I recently came across the Azure Computer Vision API. It is an image recognition engine that takes an image, tries to figure out what is on it, then returns an object with image tags, categories, a short caption text as well as other relevant information.
In this blog post, I try out that API by applying it to a new InRiver iPMC extension.
The idea
Imagine this situation.
The InRiver instance contains a lot of images and the amount is growing. It could be really great to have tags or categories on each of the images’ resource entity, so product managers can better organize and search for images. But no one would ever have the time or interest to manually go through every single image and write tags.
For this scenario, something like Azure's Computer Vision API can be applied to automate the process.
Solution outline
To support this idea, I created an entity listener extension. By doing this, instead of applying it to an inbound connector, I make a generic and encapsulated class that works equally well on automatic import (with an inbound connector) and manual upload. I have elaborated a bit further on this in my last iPMC blog post.
Also consider this: in InRiver, all images are stored as a binary file and their metadata fields are stored in corresponding resource entities. When an image is uploaded, a resource entity gets created or updated. Yet another reason to go for an entity listener extension.
When an image is uploaded, my extension does the following:
- Loads both the resource entity and its binary data.
- Passes the binary data to the Azure Computer Vision service.
- Updates the tags and caption fields on the resource entity.
This process can also be illustrated like this.
You can take a look at the source code to my solution here. In order to run the extension, see the configuration settings in the table below.
Settings key | Default value | Notes |
---|---|---|
AZURE_APIKEY | N/A | API Key for the Computer Vision API. |
AZURE_ENDPOINT_URL | N/A | Endpoint for the Computer Vision API. |
RESOURCE_ENTITY_TYPE_ID | Resource | Name of resource entity. |
RESOURCE_CAPTION_FIELD_ID | ResourceCaption | Name of caption field. |
RESOURCE_FILEID_FIELD_ID | ResourceFileId | Name of file ID field. |
RESOURCE_TAGS_FIELD_ID | ResourceTags | Name of tags field. The field needs to be a CVL field. |
ADD_UNKNOWN_CVL_VALUES | true | Setting that controls if unknown tags should be added to the tag CVL or if they should be ignored. |
TAGS_MINIMUM_CONFICENDE | 0.5 | Minimum confidence (0.0-1.0) required for a caption or tag to be stored in a field. |
Sample run
To show how an analysis object can look, I ran the extension with one of my own pictures. Take a look and judge for yourself.
This is my picture.
This is the JSON object I got back from the service.

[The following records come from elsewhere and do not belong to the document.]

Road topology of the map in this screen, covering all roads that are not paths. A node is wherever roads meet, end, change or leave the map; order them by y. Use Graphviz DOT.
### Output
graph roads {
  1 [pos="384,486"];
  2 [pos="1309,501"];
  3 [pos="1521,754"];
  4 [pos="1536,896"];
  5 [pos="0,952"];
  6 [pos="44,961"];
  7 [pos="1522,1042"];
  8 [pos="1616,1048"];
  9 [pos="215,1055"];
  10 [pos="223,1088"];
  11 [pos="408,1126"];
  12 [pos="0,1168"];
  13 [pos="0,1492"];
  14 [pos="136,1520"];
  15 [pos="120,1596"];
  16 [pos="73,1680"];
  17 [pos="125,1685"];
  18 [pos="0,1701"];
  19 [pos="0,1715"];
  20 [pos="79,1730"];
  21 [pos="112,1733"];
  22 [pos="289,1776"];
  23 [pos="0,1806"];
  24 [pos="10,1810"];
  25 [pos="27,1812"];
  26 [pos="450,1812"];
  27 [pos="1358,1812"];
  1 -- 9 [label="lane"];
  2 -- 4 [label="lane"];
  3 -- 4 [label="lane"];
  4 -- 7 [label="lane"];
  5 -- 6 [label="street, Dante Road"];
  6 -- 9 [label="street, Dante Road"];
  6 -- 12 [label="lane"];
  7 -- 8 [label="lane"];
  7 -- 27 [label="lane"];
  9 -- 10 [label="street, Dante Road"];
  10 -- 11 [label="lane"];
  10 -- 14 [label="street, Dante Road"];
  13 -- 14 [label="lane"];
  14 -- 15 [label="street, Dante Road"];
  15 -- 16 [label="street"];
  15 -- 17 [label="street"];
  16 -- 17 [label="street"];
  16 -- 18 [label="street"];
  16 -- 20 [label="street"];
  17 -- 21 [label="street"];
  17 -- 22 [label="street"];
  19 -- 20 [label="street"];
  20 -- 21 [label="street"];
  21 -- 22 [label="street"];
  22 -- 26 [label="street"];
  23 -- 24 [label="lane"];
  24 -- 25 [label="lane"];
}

{ "categories":[{ "name":"people_", "score":0.765625 }], "tags":[ { "name":"floor", "confidence":0.9867865 }, { "name":"building", "confidence":0.8895089 }, { "name":"indoor", "confidence":0.878998 }], "description":{ "tags":[ "fence", "building", "indoor", "standing", "young", "man", "holding", "boy", "woman", "door", "black", "shirt", "wearing", "kitchen", "table", "walking", "dog", "board", "room", "oven", "white" ], "captions":[ { "text":"person standing next to a fence", "confidence":0.6120391 }] }, "requestId":"ad83bb3a-bcf5-4dcc-81c7-6066ad078d7a", "metadata":{ "width":747, "height":1328, "format":"Jpeg" }, "color":{ "dominantColorForeground":"Brown", "dominantColorBackground":"Grey", "dominantColors":[ "Grey", "Black" ], "accentColor":"936C38", "isBWImg":false } }
Some of the tags are wrong, but not that far off. For instance, it suggests I am both a man and a woman. 😀
Summary
I implemented the extension and wrote this blog post about it, simply because I wanted to try out a new technology, Azure Computer Vision API. It also sounded like a good idea in my head.
While developing the extension, I tested the API with several very different images. I noted that it sometimes was completely wrong with some of the images. In those cases, I would have liked it if I could train the engine by telling it that it was wrong.
Anyway, I do believe that this kind of technology has a great potential.